The China Securities and Regulatory Commission (CSRC) decided to take the action, which was communicated to mainland investment banks earlier this year, due to concerns about the risks associated with such vehicles, it said. the sources.
Although deal promotion is banned, investment banks will be allowed to work as advisers on Special Purpose Acquisition Companies (SPAC) deals under Hong Kong’s new rules for such listings, it said. indicated the sources.
People spoke on condition of anonymity because the directive was not public.
The move comes as China prepares to unveil final and tougher rules for raising offshore capital by domestic firms, under which regulators are also seeking to subject investment banks to greater scrutiny.
Institutions affiliated with mainland China’s commercial banks, regulated by the China Banking and Insurance Regulatory Commission (CBIRC), have been given the green light to be promoters, the sources said, giving them a competitive edge.
Chinese brokerages have been lobbying the CSRC to change the rules to allow them to act as promoters as well, one of the sources said.
CSRC and CBIRC did not immediately respond to requests for comment.
SPACs are shell companies, or blank check companies, that raise funds in an initial public offering (IPO) with the proceeds held in a trust with the intent of merging with a private company and taking it public .
In Hong Kong, promoters are the same as sponsors in other markets in that they establish the SPAC and own promoter shares issued by the blank check company.
Promoters pay significantly less for their shares, which are a different class of shares than those issued at the IPO, compared to the price paid by public investors, allowing them to lock in higher profits later .
Investment banks are allowed to be sponsors in the United States, with some like Goldman Sachs having created their own SPACs in the past two years.

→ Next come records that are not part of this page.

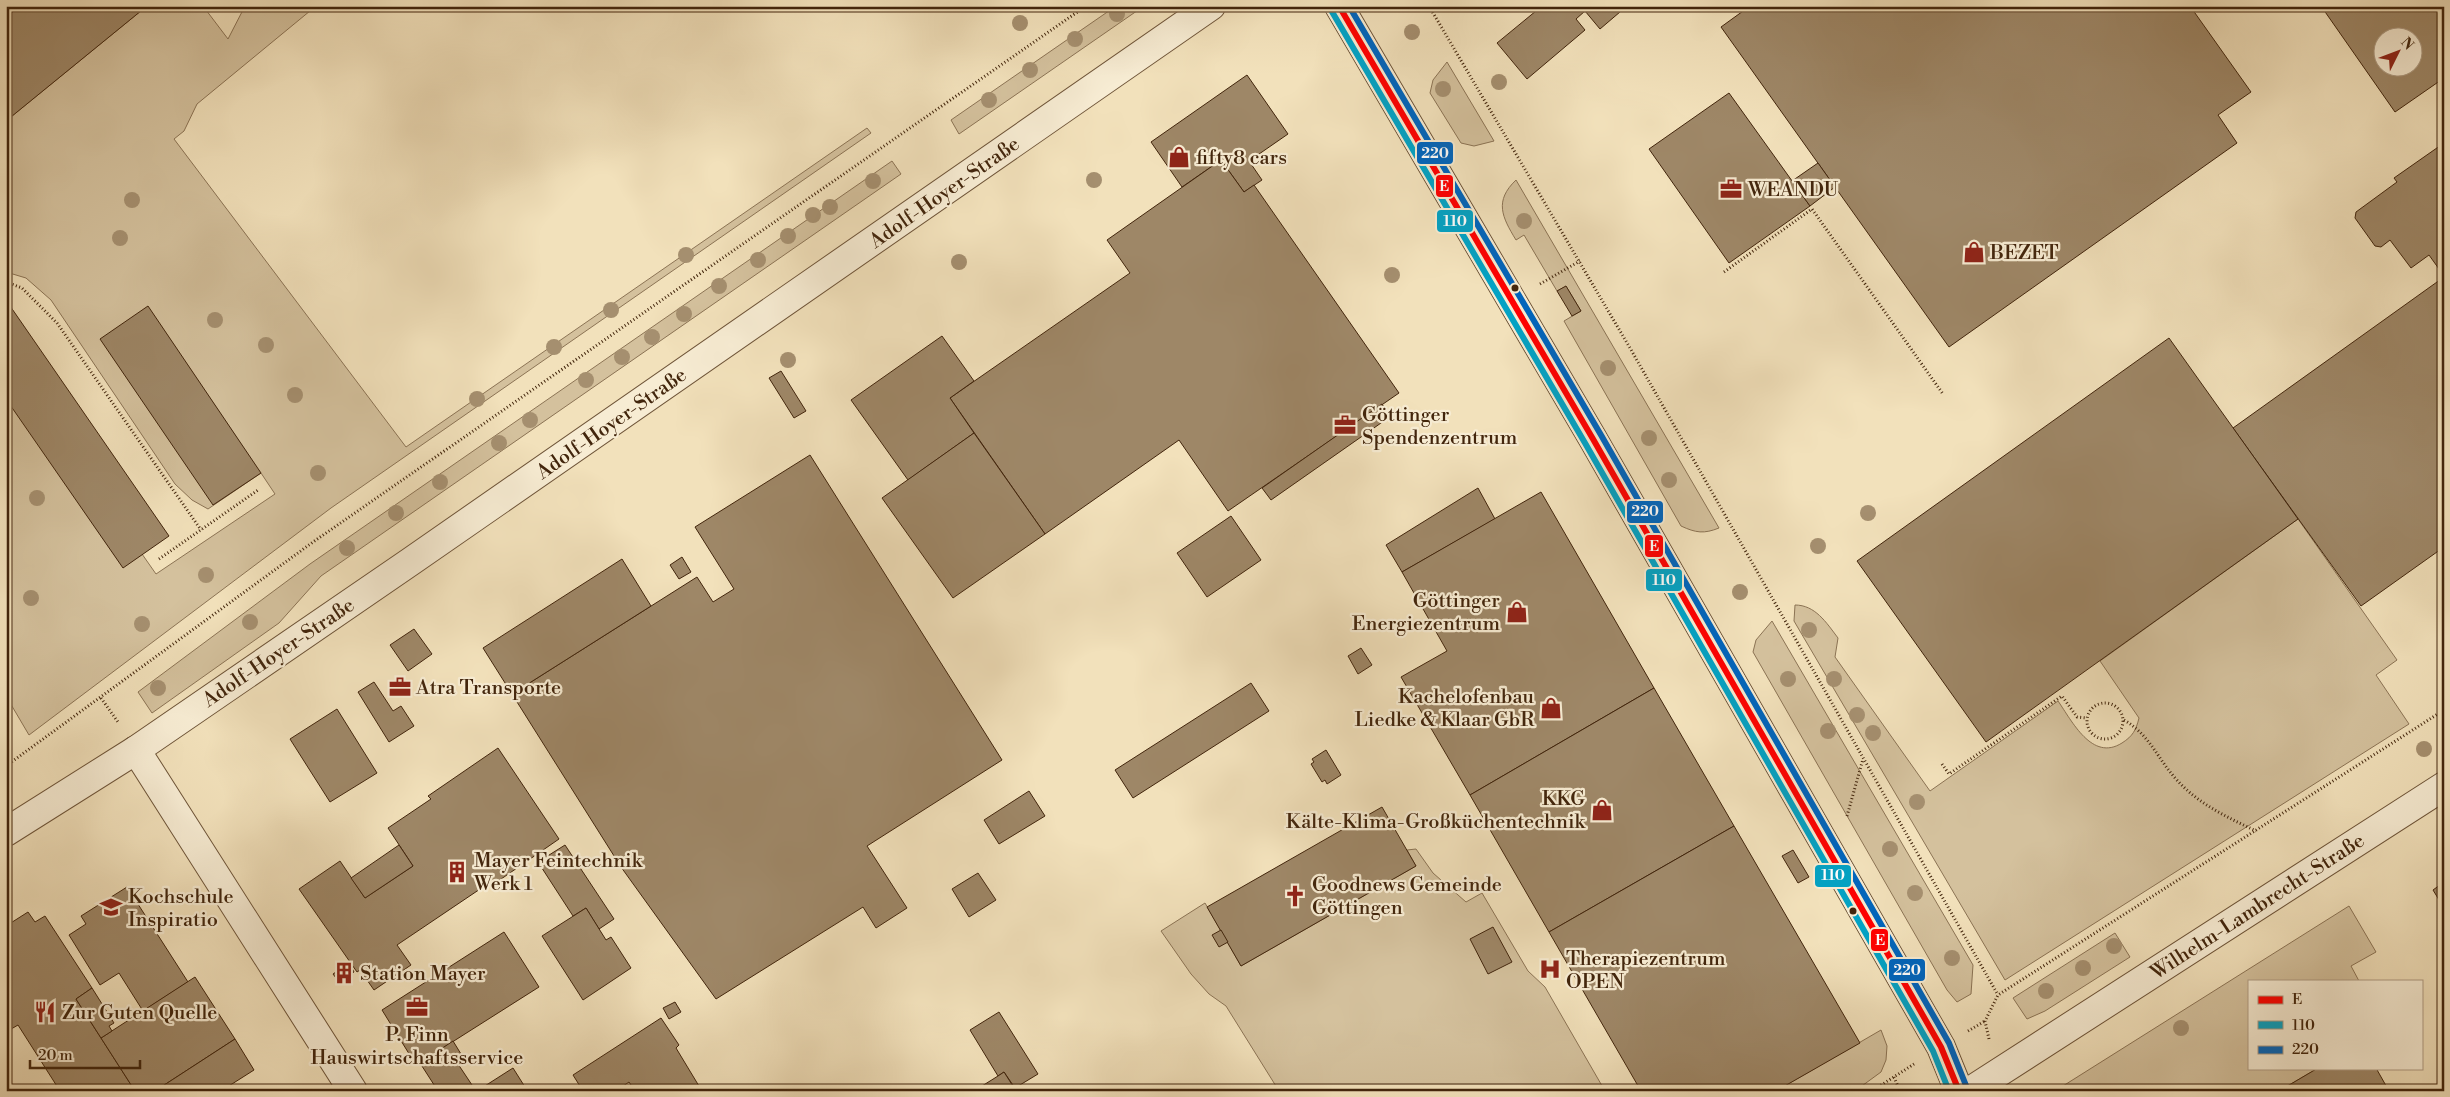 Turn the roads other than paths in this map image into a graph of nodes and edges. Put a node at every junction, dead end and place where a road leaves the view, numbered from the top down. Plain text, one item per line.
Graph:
1 (1211, 6) edge
2 (1339, 6) edge
3 (136, 750) junction
4 (2444, 786) edge
5 (6, 832) edge
6 (353, 1091) edge
7 (1959, 1091) edge
8 (1970, 1091) edge

1 - 3 street, Adolf-Hoyer-Straße
2 - 7 street
3 - 5 street, Adolf-Hoyer-Straße
3 - 6 street
4 - 8 street, Wilhelm-Lambrecht-Straße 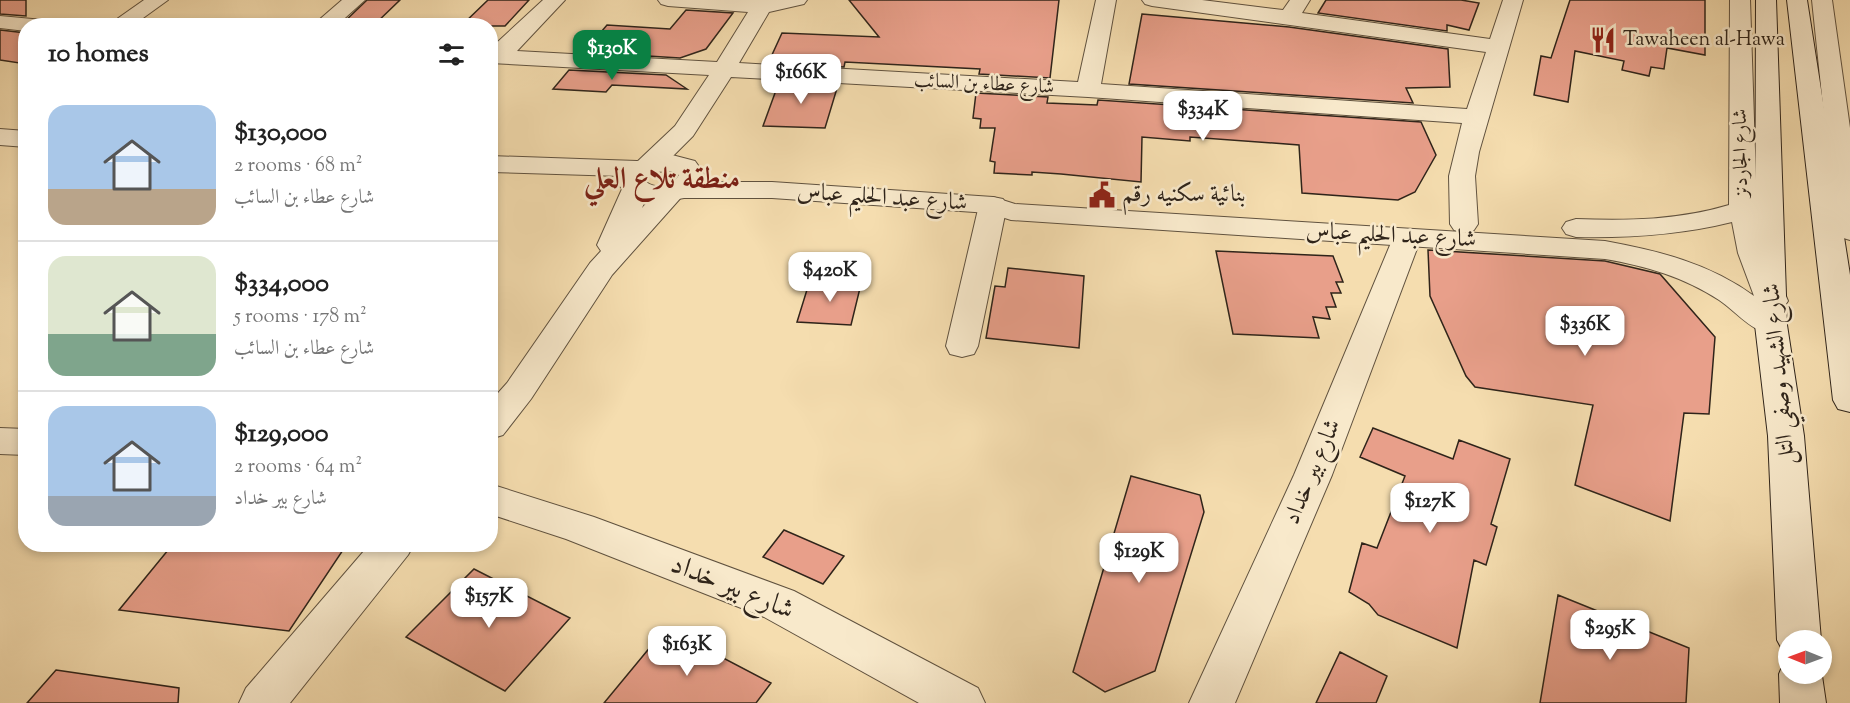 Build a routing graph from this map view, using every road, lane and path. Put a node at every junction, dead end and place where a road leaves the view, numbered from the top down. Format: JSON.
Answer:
{"nodes":[{"id":1,"x":158,"y":0,"type":"edge"},
{"id":2,"x":356,"y":0,"type":"edge"},
{"id":3,"x":555,"y":0,"type":"edge"},
{"id":4,"x":668,"y":0,"type":"edge"},
{"id":5,"x":797,"y":0,"type":"edge"},
{"id":6,"x":1106,"y":0,"type":"edge"},
{"id":7,"x":1152,"y":0,"type":"edge"},
{"id":8,"x":1301,"y":0,"type":"edge"},
{"id":9,"x":1513,"y":0,"type":"edge"},
{"id":10,"x":1740,"y":0,"type":"edge"},
{"id":11,"x":1766,"y":0,"type":"edge"},
{"id":12,"x":1797,"y":0,"type":"edge"},
{"id":13,"x":1822,"y":0,"type":"edge"},
{"id":14,"x":765,"y":4,"type":"edge"},
{"id":15,"x":1288,"y":17,"type":"junction"},
{"id":16,"x":130,"y":18,"type":"edge"},
{"id":17,"x":332,"y":18,"type":"edge"},
{"id":18,"x":0,"y":22,"type":"edge"},
{"id":19,"x":18,"y":24,"type":"edge"},
{"id":20,"x":1498,"y":47,"type":"junction"},
{"id":21,"x":498,"y":52,"type":"edge"},
{"id":22,"x":498,"y":56,"type":"edge"},
{"id":23,"x":724,"y":70,"type":"junction"},
{"id":24,"x":1088,"y":90,"type":"junction"},
{"id":25,"x":1476,"y":117,"type":"junction"},
{"id":26,"x":684,"y":131,"type":"junction"},
{"id":27,"x":0,"y":137,"type":"edge"},
{"id":28,"x":18,"y":138,"type":"edge"},
{"id":29,"x":498,"y":165,"type":"edge"},
{"id":30,"x":498,"y":177,"type":"edge"},
{"id":31,"x":639,"y":177,"type":"junction"},
{"id":32,"x":680,"y":179,"type":"junction"},
{"id":33,"x":1847,"y":203,"type":"edge"},
{"id":34,"x":993,"y":205,"type":"junction"},
{"id":35,"x":1743,"y":210,"type":"junction"},
{"id":36,"x":1464,"y":224,"type":"junction"},
{"id":37,"x":1850,"y":231,"type":"edge"},
{"id":38,"x":1407,"y":238,"type":"junction"},
{"id":39,"x":601,"y":269,"type":"junction"},
{"id":40,"x":1772,"y":313,"type":"junction"},
{"id":41,"x":1847,"y":339,"type":"edge"},
{"id":42,"x":962,"y":346,"type":"dead end"},
{"id":43,"x":1850,"y":400,"type":"edge"},
{"id":44,"x":498,"y":416,"type":"edge"},
{"id":45,"x":0,"y":441,"type":"edge"},
{"id":46,"x":18,"y":442,"type":"edge"},
{"id":47,"x":498,"y":502,"type":"edge"},
{"id":48,"x":387,"y":552,"type":"edge"},
{"id":49,"x":1798,"y":630,"type":"edge"},
{"id":50,"x":1802,"y":684,"type":"edge"},
{"id":51,"x":262,"y":703,"type":"edge"},
{"id":52,"x":962,"y":703,"type":"edge"},
{"id":53,"x":1212,"y":703,"type":"edge"},
{"id":54,"x":1803,"y":703,"type":"edge"}],
"edges":[{"from":1,"to":16,"type":"street"},
{"from":2,"to":17,"type":"street"},
{"from":3,"to":21,"type":"street"},
{"from":4,"to":14,"type":"street"},
{"from":5,"to":14,"type":"street"},
{"from":6,"to":24,"type":"street"},
{"from":7,"to":15,"type":"street"},
{"from":8,"to":15,"type":"street"},
{"from":9,"to":20,"type":"street"},
{"from":10,"to":35,"type":"street","name":"شارع الجاردنز"},
{"from":11,"to":40,"type":"street","name":"شارع الشهيد وصفي التل"},
{"from":12,"to":41,"type":"street"},
{"from":13,"to":33,"type":"street"},
{"from":14,"to":23,"type":"street"},
{"from":15,"to":20,"type":"street"},
{"from":18,"to":19,"type":"street"},
{"from":20,"to":25,"type":"street"},
{"from":22,"to":23,"type":"street","name":"شارع عطاء بن السائب"},
{"from":23,"to":24,"type":"street","name":"شارع عطاء بن السائب"},
{"from":23,"to":26,"type":"street"},
{"from":24,"to":25,"type":"street","name":"شارع عطاء بن السائب"},
{"from":25,"to":36,"type":"street"},
{"from":26,"to":31,"type":"street"},
{"from":26,"to":32,"type":"street"},
{"from":27,"to":28,"type":"street"},
{"from":29,"to":31,"type":"street"},
{"from":30,"to":31,"type":"street"},
{"from":31,"to":32,"type":"street","name":"شارع عبد الحليم عباس"},
{"from":31,"to":39,"type":"street"},
{"from":32,"to":34,"type":"street","name":"شارع عبد الحليم عباس"},
{"from":32,"to":39,"type":"street"},
{"from":33,"to":37,"type":"street"},
{"from":34,"to":36,"type":"street","name":"شارع عبد الحليم عباس"},
{"from":34,"to":38,"type":"street","name":"شارع عبد الحليم عباس"},
{"from":34,"to":42,"type":"street"},
{"from":35,"to":36,"type":"street","name":"شارع عبد الحليم عباس"},
{"from":35,"to":40,"type":"street","name":"شارع الجاردنز"},
{"from":38,"to":40,"type":"street","name":"شارع عبد الحليم عباس"},
{"from":38,"to":53,"type":"street","name":"شارع بير خداد"},
{"from":39,"to":44,"type":"street"},
{"from":40,"to":49,"type":"street","name":"شارع الشهيد وصفي التل"},
{"from":41,"to":43,"type":"street"},
{"from":45,"to":46,"type":"street"},
{"from":47,"to":52,"type":"street","name":"شارع بير خداد"},
{"from":48,"to":51,"type":"street"},
{"from":50,"to":54,"type":"street"}]} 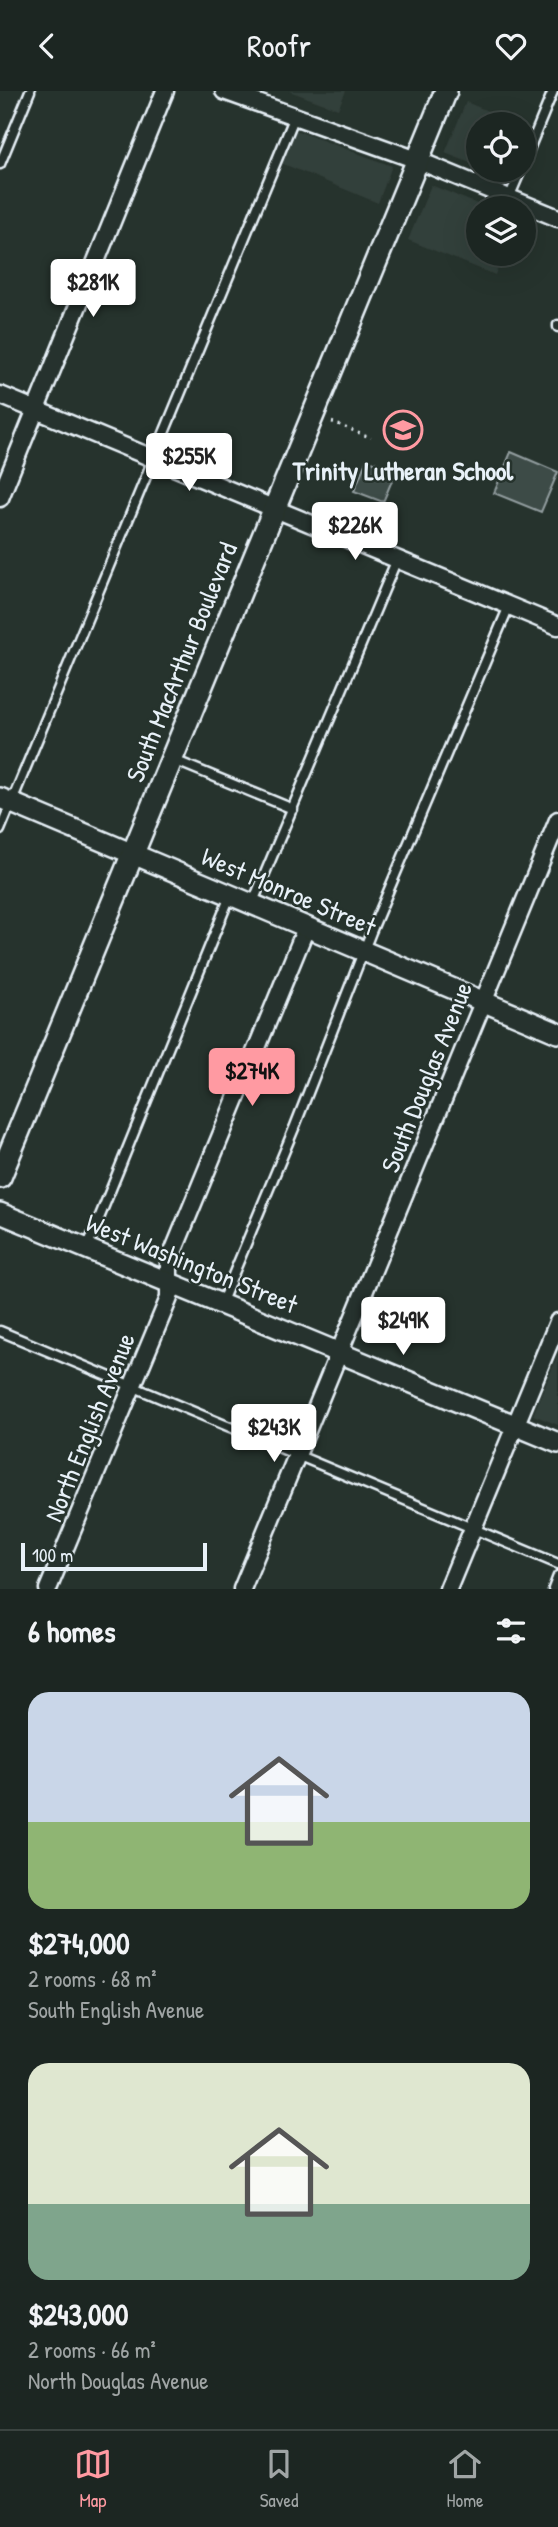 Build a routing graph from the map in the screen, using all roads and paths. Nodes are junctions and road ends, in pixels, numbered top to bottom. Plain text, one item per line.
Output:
1 (30, 91) edge
2 (165, 91) edge
3 (224, 91) edge
4 (446, 91) edge
5 (553, 91) edge
6 (295, 117) junction
7 (536, 132) edge
8 (417, 160) junction
9 (0, 164) edge
10 (504, 196) edge
11 (536, 209) edge
12 (558, 218) edge
13 (0, 395) edge
14 (36, 410) junction
15 (332, 422) dead end
16 (371, 438) dead end
17 (153, 459) junction
18 (0, 498) edge
19 (274, 508) junction
20 (397, 559) junction
21 (509, 606) junction
22 (558, 626) edge
23 (172, 759) junction
24 (6, 800) edge
25 (293, 809) junction
26 (558, 820) edge
27 (0, 830) edge
28 (132, 853) junction
29 (230, 896) junction
30 (251, 905) junction
31 (306, 928) junction
32 (363, 951) junction
33 (484, 1000) junction
34 (558, 1033) edge
35 (0, 1177) edge
36 (0, 1213) edge
37 (87, 1248) junction
38 (167, 1282) junction
39 (221, 1304) junction
40 (558, 1322) edge
41 (0, 1331) edge
42 (340, 1352) junction
43 (132, 1387) junction
44 (516, 1426) junction
45 (558, 1443) edge
46 (298, 1454) junction
47 (474, 1528) junction
48 (558, 1564) edge
49 (558, 1576) edge
50 (48, 1589) edge
51 (242, 1589) edge
52 (449, 1589) edge
53 (553, 1589) edge

1 - 9 lane
2 - 14 street
3 - 6 street
4 - 8 main road, South MacArthur Boulevard
5 - 7 lane
6 - 8 street
6 - 17 lane
8 - 10 street
8 - 19 main road, South MacArthur Boulevard
11 - 12 street
13 - 14 street
14 - 17 street
14 - 18 street
15 - 16 path
17 - 19 street
17 - 24 lane
19 - 20 street
19 - 23 main road, South MacArthur Boulevard
20 - 21 street
20 - 25 lane
21 - 22 street
21 - 32 lane
23 - 25 lane
23 - 28 main road, South MacArthur Boulevard
24 - 27 lane
24 - 28 street, West Monroe Street
25 - 30 lane
26 - 33 street, South Douglas Avenue
28 - 29 street, West Monroe Street
28 - 35 main road, South MacArthur Boulevard
29 - 30 street, West Monroe Street
29 - 37 lane
30 - 31 street, West Monroe Street
31 - 32 street, West Monroe Street
31 - 38 street, North English Avenue
32 - 33 street, West Monroe Street
32 - 39 lane
33 - 34 street, West Monroe Street
33 - 42 street, South Douglas Avenue
36 - 37 street, West Washington Street
37 - 38 street, West Washington Street
38 - 39 street, West Washington Street
38 - 43 street, North English Avenue
39 - 42 street, West Washington Street
40 - 44 street
41 - 43 lane
42 - 44 street, West Washington Street
42 - 46 street, South Douglas Avenue
43 - 46 lane
43 - 50 street, North English Avenue
44 - 45 street, West Washington Street
44 - 47 street
46 - 47 lane
46 - 51 street, South Douglas Avenue
47 - 48 lane
47 - 52 street
49 - 53 lane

In Singapore, current rules do not prevent investment banks from becoming SPAC sponsors, but bankers say the regime requires such vehicles to be backed by experienced, quality sponsors and is unlikely to appeal to investment banks. investment and brokerage houses.
In Hong Kong, the asset management arms of two commercial banks, Agricultural Bank of China International (ABCI) and China Merchants Bank International (CMBI) acted as promoters of SPAC, according to documents filed by the stock Exchange.
The city authorized the establishment of SPAC from Jan. 1, and eight such vehicles have filed preliminary filings, according to the Hong Kong Stock Exchange’s website.